This is the final installation of my four-part story with cyberbullying. You can read it from the beginning here. Back to the story . . .

After finals were over, I filed a formal report with the Office of Student Rights and Responsibilities. They said there was nothing they could do at that point, but that people like her engage in the same behavior repeatedly. They suggested that I send my bully an email informing her that any future contact was unwanted and would be reported to the university as harassment. If she contacted me again, it would be actionable. I disagreed with their assessment, but I sent my bully the email.

Seclusion & Serenity by Iwona Erskine-Kellie

Thankfully, my bully only had one more semester of school and we didn’t have any classes together.
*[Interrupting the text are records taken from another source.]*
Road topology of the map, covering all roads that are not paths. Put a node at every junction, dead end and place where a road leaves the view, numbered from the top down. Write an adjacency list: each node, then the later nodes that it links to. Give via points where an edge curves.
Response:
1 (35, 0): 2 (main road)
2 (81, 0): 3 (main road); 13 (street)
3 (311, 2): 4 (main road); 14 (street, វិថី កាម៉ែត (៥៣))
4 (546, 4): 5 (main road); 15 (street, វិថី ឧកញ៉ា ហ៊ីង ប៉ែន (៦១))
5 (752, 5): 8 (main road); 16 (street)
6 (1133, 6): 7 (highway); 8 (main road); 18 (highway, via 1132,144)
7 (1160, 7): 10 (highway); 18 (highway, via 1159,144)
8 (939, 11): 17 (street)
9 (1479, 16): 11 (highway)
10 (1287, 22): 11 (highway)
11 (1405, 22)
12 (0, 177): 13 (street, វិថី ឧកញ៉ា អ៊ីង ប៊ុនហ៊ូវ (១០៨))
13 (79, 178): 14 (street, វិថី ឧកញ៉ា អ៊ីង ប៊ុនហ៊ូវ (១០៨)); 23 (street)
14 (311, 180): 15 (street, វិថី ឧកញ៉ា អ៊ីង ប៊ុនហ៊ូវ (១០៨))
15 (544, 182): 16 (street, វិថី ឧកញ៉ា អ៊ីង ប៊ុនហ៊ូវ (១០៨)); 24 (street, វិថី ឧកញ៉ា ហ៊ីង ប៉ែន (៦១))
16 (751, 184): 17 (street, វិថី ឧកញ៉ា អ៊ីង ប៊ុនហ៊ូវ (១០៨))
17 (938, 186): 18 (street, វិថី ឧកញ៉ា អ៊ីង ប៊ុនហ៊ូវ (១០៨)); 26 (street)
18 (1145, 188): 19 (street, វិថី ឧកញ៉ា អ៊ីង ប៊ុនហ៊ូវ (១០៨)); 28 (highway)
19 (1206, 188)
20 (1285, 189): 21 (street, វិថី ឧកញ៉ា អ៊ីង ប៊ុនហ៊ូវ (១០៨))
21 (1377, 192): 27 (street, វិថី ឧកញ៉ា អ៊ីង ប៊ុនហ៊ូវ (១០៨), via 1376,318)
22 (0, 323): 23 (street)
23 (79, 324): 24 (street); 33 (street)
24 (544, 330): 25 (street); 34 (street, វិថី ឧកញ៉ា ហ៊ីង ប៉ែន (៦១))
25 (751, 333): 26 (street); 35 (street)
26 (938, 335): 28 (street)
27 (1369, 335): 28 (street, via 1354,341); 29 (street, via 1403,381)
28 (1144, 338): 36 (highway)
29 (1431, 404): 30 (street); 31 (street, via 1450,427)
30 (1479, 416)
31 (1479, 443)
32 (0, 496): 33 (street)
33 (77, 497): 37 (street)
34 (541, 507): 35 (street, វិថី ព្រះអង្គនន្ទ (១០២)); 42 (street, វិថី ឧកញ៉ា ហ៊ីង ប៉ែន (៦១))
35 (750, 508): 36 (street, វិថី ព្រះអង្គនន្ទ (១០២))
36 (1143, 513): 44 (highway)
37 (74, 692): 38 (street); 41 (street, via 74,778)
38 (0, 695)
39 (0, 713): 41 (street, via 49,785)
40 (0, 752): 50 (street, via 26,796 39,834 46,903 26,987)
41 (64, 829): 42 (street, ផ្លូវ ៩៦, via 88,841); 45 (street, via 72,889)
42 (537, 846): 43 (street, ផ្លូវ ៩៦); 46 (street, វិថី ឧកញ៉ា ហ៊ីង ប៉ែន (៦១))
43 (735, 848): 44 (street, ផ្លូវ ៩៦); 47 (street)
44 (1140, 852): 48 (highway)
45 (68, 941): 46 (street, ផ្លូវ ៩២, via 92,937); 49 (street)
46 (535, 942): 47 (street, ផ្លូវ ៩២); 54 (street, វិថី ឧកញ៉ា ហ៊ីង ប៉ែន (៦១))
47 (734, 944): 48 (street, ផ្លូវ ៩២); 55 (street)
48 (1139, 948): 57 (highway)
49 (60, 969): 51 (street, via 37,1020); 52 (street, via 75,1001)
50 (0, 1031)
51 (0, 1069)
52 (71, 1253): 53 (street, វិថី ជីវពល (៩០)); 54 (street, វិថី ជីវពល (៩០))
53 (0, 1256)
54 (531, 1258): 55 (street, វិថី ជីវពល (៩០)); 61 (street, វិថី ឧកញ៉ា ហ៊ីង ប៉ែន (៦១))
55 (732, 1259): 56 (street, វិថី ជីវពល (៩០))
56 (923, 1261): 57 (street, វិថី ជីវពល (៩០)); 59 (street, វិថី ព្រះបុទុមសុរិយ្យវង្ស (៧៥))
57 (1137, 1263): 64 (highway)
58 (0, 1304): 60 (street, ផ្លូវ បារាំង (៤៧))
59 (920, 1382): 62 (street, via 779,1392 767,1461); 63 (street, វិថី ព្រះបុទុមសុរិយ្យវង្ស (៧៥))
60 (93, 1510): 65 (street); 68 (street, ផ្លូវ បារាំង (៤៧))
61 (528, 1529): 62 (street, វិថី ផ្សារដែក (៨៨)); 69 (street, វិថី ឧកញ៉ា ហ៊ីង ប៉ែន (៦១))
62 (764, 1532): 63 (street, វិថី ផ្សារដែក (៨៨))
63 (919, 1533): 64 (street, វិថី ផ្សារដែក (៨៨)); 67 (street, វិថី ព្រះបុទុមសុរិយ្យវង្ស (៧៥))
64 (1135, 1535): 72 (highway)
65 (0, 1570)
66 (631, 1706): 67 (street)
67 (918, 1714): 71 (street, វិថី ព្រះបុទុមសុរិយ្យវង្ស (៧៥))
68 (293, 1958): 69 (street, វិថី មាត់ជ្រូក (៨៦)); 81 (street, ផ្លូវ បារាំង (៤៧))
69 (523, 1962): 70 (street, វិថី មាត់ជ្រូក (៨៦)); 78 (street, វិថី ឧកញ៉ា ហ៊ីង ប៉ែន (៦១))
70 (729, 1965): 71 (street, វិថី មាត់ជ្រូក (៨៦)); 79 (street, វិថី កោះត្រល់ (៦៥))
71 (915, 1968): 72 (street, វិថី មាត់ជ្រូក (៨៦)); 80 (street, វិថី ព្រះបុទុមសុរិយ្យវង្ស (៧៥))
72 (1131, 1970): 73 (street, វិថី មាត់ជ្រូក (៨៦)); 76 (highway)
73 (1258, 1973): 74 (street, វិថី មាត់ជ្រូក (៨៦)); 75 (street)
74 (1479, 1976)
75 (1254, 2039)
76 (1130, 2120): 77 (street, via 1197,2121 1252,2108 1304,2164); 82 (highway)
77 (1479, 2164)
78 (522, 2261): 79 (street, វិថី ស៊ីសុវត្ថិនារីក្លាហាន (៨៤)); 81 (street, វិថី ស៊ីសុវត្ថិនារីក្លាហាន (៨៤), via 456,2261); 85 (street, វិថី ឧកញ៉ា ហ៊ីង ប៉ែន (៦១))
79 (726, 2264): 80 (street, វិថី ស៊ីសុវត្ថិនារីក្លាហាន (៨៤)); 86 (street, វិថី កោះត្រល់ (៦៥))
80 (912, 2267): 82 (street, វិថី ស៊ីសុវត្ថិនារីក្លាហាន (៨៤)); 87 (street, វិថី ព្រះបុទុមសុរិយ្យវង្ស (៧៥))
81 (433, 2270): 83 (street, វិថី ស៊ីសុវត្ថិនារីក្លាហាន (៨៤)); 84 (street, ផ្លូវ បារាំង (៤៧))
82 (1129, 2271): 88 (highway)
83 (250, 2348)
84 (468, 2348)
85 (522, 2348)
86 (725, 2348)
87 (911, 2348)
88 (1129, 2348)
If we had been in any of the same classes, I would have asked the school to make her change. It was still nerve-wracking to see her on campus, but we never had direct contact again. Last I heard, she moved to California. Shortly after graduation, I blocked my bully and my other former exec on Facebook. Doing that made me feel like I was closing the door on that chapter of my life.

I had an unsettling experience last week with my bully – she asked to connect on LinkedIn! I was surprised she would want to be a connection given her animosity towards me. I suspect she uploaded all her contacts to her LinkedIn account and requested to connect with all of them, not thinking that there might be people in her contacts list that she doesn’t want to be connected to. I looked for the ability to block someone on LinkedIn and was shocked to learn that LinkedIn doesn’t provide that ability. The best you can do is deny someone the ability to connect with you. I expected them to have a stronger anti-harassment provision. I would like to block her on that site too, but that is not an option at this time.

So there’s my story. It was hellaciously stressful to be the victim of cyberbullying. I’m so grateful that I had support from my friends, my family, and the law school. I can’t imagine how much worse it could have been if I had to endure it alone. Unfortunately, that’s what happens to too many children. They’re ostracized from their peers and they’re too afraid to ask for help from their parents or teachers.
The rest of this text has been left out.